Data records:
[Start of section]

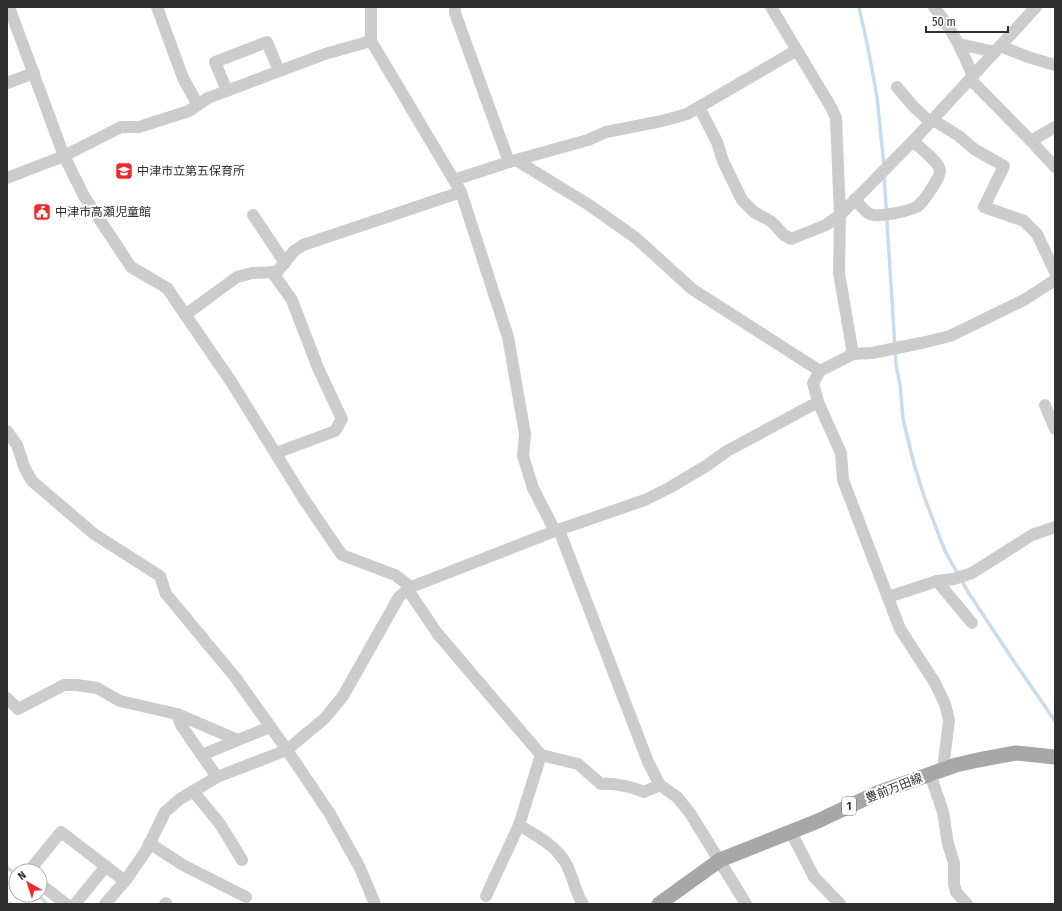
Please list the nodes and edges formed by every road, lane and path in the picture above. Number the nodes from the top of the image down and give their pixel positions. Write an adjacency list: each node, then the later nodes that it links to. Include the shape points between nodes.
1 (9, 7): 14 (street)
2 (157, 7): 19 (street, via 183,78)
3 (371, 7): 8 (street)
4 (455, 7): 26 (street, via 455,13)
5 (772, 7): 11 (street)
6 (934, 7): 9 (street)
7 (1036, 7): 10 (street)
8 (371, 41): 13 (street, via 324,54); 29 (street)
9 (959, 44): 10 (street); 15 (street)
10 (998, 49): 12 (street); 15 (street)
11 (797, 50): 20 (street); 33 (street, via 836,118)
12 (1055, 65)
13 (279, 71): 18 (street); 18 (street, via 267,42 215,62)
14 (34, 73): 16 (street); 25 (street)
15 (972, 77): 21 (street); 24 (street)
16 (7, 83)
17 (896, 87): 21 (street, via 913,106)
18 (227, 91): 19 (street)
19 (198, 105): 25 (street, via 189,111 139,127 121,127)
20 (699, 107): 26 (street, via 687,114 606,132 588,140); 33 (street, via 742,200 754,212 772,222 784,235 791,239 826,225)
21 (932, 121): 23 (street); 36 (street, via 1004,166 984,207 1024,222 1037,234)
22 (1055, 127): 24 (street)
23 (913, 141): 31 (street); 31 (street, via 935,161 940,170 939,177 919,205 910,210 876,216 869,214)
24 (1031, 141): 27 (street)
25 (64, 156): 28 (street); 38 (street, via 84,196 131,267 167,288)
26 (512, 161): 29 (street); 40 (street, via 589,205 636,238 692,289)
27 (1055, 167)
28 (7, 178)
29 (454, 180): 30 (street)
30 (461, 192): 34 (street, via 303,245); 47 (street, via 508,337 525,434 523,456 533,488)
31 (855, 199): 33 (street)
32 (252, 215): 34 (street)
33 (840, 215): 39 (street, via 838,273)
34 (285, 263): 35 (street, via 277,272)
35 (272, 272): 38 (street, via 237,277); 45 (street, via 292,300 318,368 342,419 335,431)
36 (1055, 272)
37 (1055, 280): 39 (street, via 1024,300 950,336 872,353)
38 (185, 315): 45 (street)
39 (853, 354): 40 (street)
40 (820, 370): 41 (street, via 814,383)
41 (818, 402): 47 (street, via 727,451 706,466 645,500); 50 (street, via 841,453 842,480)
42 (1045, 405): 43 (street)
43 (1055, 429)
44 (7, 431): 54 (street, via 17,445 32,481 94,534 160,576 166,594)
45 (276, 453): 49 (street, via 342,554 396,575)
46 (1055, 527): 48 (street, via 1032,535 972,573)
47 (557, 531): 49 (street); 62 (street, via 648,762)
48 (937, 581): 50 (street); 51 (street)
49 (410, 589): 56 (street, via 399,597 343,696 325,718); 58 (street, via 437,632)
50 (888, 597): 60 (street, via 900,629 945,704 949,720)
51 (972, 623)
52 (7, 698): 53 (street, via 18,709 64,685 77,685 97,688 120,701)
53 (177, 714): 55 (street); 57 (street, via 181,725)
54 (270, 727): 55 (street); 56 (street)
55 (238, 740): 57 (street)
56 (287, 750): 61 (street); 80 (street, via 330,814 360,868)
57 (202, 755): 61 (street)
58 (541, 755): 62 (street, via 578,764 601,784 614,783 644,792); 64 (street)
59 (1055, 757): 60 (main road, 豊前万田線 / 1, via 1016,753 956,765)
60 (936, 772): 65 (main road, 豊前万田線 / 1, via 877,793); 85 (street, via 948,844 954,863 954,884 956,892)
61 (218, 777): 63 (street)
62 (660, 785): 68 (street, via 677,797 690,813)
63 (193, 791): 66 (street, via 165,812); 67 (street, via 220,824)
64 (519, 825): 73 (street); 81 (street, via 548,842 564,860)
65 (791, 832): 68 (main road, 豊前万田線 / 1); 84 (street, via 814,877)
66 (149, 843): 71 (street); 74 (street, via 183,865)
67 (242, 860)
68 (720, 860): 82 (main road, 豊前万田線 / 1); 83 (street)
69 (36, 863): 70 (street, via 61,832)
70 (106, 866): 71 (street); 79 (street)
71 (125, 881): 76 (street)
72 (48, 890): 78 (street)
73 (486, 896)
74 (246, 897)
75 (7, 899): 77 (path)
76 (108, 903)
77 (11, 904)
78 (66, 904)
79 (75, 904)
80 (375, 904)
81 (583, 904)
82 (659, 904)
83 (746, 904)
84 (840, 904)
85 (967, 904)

[End of section]

TASK GOAL :: Where a line in the records above contains the string "main", return that line.

RESPONSE BOX ::
59 (1055, 757): 60 (main road, 豊前万田線 / 1, via 1016,753 956,765)
60 (936, 772): 65 (main road, 豊前万田線 / 1, via 877,793); 85 (street, via 948,844 954,863 954,884 956,892)
65 (791, 832): 68 (main road, 豊前万田線 / 1); 84 (street, via 814,877)
68 (720, 860): 82 (main road, 豊前万田線 / 1); 83 (street)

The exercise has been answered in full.